§ **YOUR TASK**: Scan the records for "Башиловская". Report each line that includes it.

§ **RECORDS**:
►
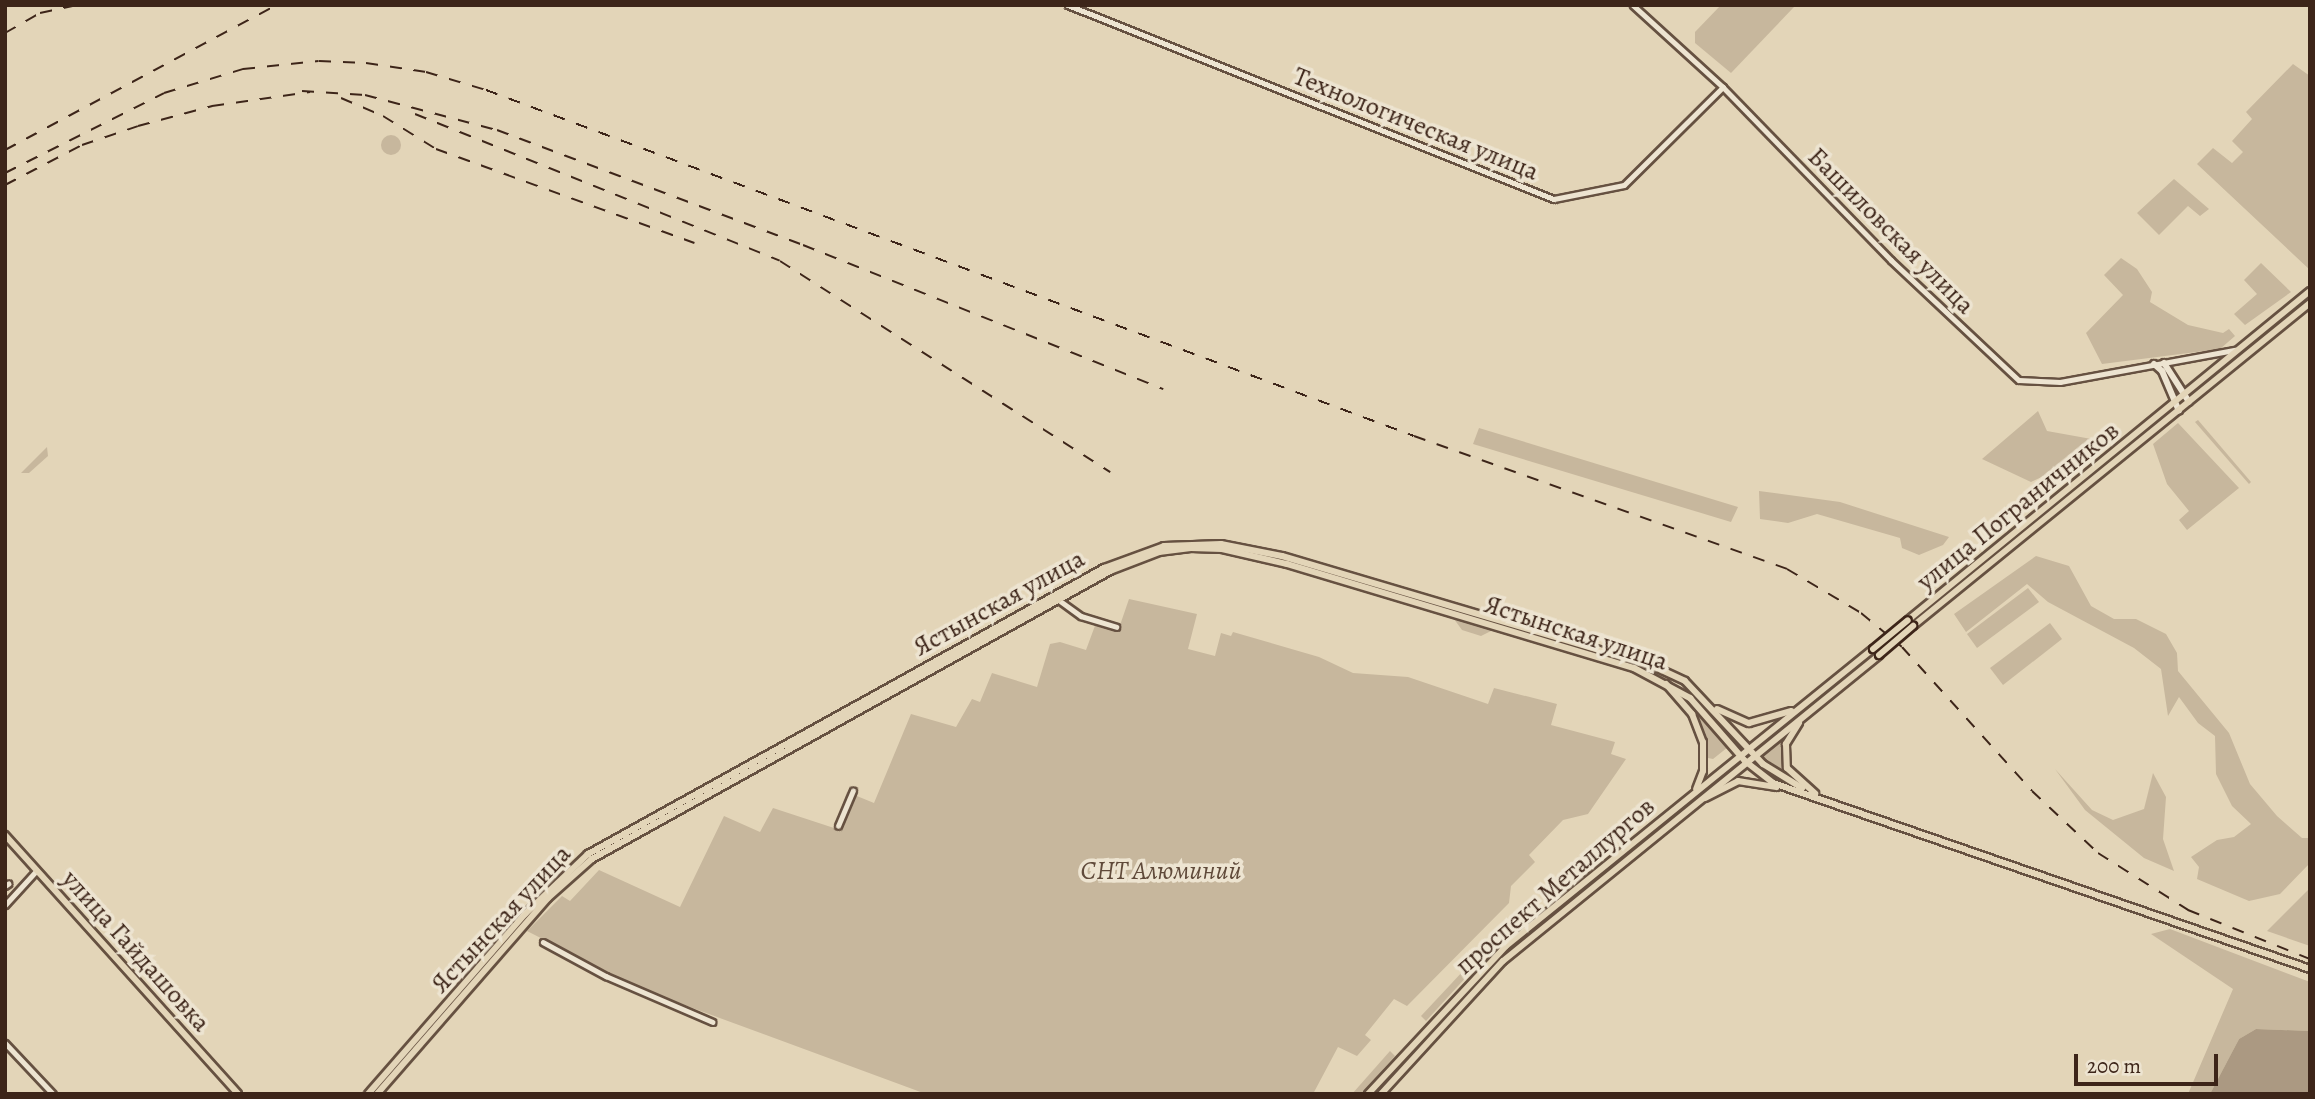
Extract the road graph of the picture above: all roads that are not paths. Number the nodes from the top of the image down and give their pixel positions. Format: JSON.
{"nodes":[{"id":1,"x":1068,"y":5,"type":"edge"},
{"id":2,"x":1633,"y":5,"type":"edge"},
{"id":3,"x":1723,"y":87,"type":"junction"},
{"id":4,"x":2310,"y":291,"type":"edge"},
{"id":5,"x":2310,"y":303,"type":"edge"},
{"id":6,"x":2238,"y":350,"type":"junction"},
{"id":7,"x":2164,"y":363,"type":"junction"},
{"id":8,"x":2154,"y":364,"type":"junction"},
{"id":9,"x":2184,"y":395,"type":"junction"},
{"id":10,"x":2189,"y":402,"type":"junction"},
{"id":11,"x":2174,"y":403,"type":"junction"},
{"id":12,"x":2179,"y":411,"type":"junction"},
{"id":13,"x":1059,"y":600,"type":"junction"},
{"id":14,"x":1116,"y":627,"type":"dead end"},
{"id":15,"x":1876,"y":652,"type":"junction"},
{"id":16,"x":1653,"y":675,"type":"junction"},
{"id":17,"x":1708,"y":702,"type":"junction"},
{"id":18,"x":1802,"y":706,"type":"junction"},
{"id":19,"x":1803,"y":716,"type":"junction"},
{"id":20,"x":1748,"y":749,"type":"junction"},
{"id":21,"x":1740,"y":754,"type":"junction"},
{"id":22,"x":1754,"y":755,"type":"junction"},
{"id":23,"x":1745,"y":761,"type":"junction"},
{"id":24,"x":853,"y":791,"type":"dead end"},
{"id":25,"x":1692,"y":794,"type":"junction"},
{"id":26,"x":1820,"y":796,"type":"junction"},
{"id":27,"x":1698,"y":801,"type":"junction"},
{"id":28,"x":838,"y":826,"type":"dead end"},
{"id":29,"x":5,"y":835,"type":"edge"},
{"id":30,"x":37,"y":870,"type":"junction"},
{"id":31,"x":5,"y":905,"type":"edge"},
{"id":32,"x":543,"y":942,"type":"dead end"},
{"id":33,"x":2310,"y":968,"type":"edge"},
{"id":34,"x":713,"y":1022,"type":"dead end"},
{"id":35,"x":5,"y":1043,"type":"edge"},
{"id":36,"x":53,"y":1094,"type":"edge"},
{"id":37,"x":238,"y":1094,"type":"edge"},
{"id":38,"x":368,"y":1094,"type":"edge"},
{"id":39,"x":377,"y":1094,"type":"edge"},
{"id":40,"x":1368,"y":1094,"type":"edge"},
{"id":41,"x":1381,"y":1094,"type":"edge"}],
"edges":[{"from":1,"to":3,"type":"street","name":"Технологическая улица"},
{"from":2,"to":3,"type":"street","name":"Башиловская улица"},
{"from":3,"to":8,"type":"street","name":"Башиловская улица"},
{"from":4,"to":6,"type":"main road","name":"улица Пограничников"},
{"from":5,"to":10,"type":"main road","name":"улица Пограничников"},
{"from":6,"to":7,"type":"street","name":"Башиловская улица"},
{"from":6,"to":9,"type":"main road","name":"улица Пограничников"},
{"from":7,"to":8,"type":"street","name":"Башиловская улица"},
{"from":7,"to":9,"type":"main road"},
{"from":8,"to":11,"type":"main road"},
{"from":9,"to":10,"type":"main road"},
{"from":9,"to":11,"type":"main road","name":"улица Пограничников"},
{"from":10,"to":12,"type":"main road","name":"улица Пограничников"},
{"from":11,"to":12,"type":"main road"},
{"from":11,"to":15,"type":"main road","name":"улица Пограничников","bridge":true},
{"from":12,"to":15,"type":"main road","name":"улица Пограничников","bridge":true},
{"from":13,"to":14,"type":"street"},
{"from":13,"to":16,"type":"main road","name":"Ястынская улица"},
{"from":13,"to":39,"type":"main road","name":"Ястынская улица"},
{"from":15,"to":18,"type":"main road","name":"улица Пограничников"},
{"from":15,"to":19,"type":"main road","name":"улица Пограничников"},
{"from":16,"to":21,"type":"main road","name":"Ястынская улица"},
{"from":16,"to":25,"type":"main road"},
{"from":17,"to":18,"type":"main road"},
{"from":17,"to":20,"type":"main road","name":"Ястынская улица"},
{"from":17,"to":38,"type":"main road","name":"Ястынская улица"},
{"from":18,"to":20,"type":"main road","name":"улица Пограничников"},
{"from":19,"to":22,"type":"main road","name":"улица Пограничников"},
{"from":19,"to":26,"type":"main road"},
{"from":20,"to":21,"type":"main road","name":"проспект Металлургов"},
{"from":20,"to":22,"type":"main road","name":"Ястынская улица"},
{"from":21,"to":23,"type":"main road","name":"Ястынская улица"},
{"from":21,"to":25,"type":"main road","name":"проспект Металлургов"},
{"from":22,"to":23,"type":"main road","name":"проспект Металлургов"},
{"from":22,"to":26,"type":"main road","name":"Ястынская улица"},
{"from":23,"to":26,"type":"main road","name":"Ястынская улица"},
{"from":23,"to":27,"type":"main road","name":"проспект Металлургов"},
{"from":24,"to":28,"type":"street"},
{"from":25,"to":40,"type":"main road","name":"проспект Металлургов"},
{"from":26,"to":27,"type":"main road"},
{"from":26,"to":33,"type":"main road"},
{"from":27,"to":41,"type":"main road","name":"проспект Металлургов"},
{"from":29,"to":30,"type":"main road","name":"улица Гайдашовка"},
{"from":30,"to":31,"type":"street"},
{"from":30,"to":37,"type":"main road","name":"улица Гайдашовка"},
{"from":32,"to":34,"type":"street"},
{"from":35,"to":36,"type":"street"}]}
◄
§ **RESPONSE TO THIS TASK**:
{"from":2,"to":3,"type":"street","name":"Башиловская улица"},
{"from":3,"to":8,"type":"street","name":"Башиловская улица"},
{"from":6,"to":7,"type":"street","name":"Башиловская улица"},
{"from":7,"to":8,"type":"street","name":"Башиловская улица"},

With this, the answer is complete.